» WHAT YOU SHOULD DO
Where a line of the entries holds the string "middle", copy that line.

» Pose landmark coordinates

*** Begin section ***

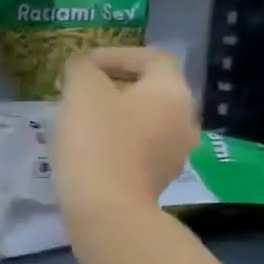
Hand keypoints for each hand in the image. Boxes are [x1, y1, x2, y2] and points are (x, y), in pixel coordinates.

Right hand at [53, 47, 198, 239]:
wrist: (107, 209)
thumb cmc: (97, 141)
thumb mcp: (82, 92)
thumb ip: (82, 69)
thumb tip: (82, 65)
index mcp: (171, 91)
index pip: (151, 58)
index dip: (116, 54)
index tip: (83, 63)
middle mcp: (184, 119)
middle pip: (150, 90)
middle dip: (115, 85)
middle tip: (79, 90)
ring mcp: (175, 153)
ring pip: (145, 120)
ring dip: (116, 114)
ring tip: (82, 119)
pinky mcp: (158, 179)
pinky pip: (140, 147)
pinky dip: (119, 140)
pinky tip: (91, 148)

*** End section ***

» RESPONSE TO THIS EXERCISE
middle mcp: (184, 119)
middle pip: (150, 90)
middle dip: (115, 85)
middle tip: (79, 90)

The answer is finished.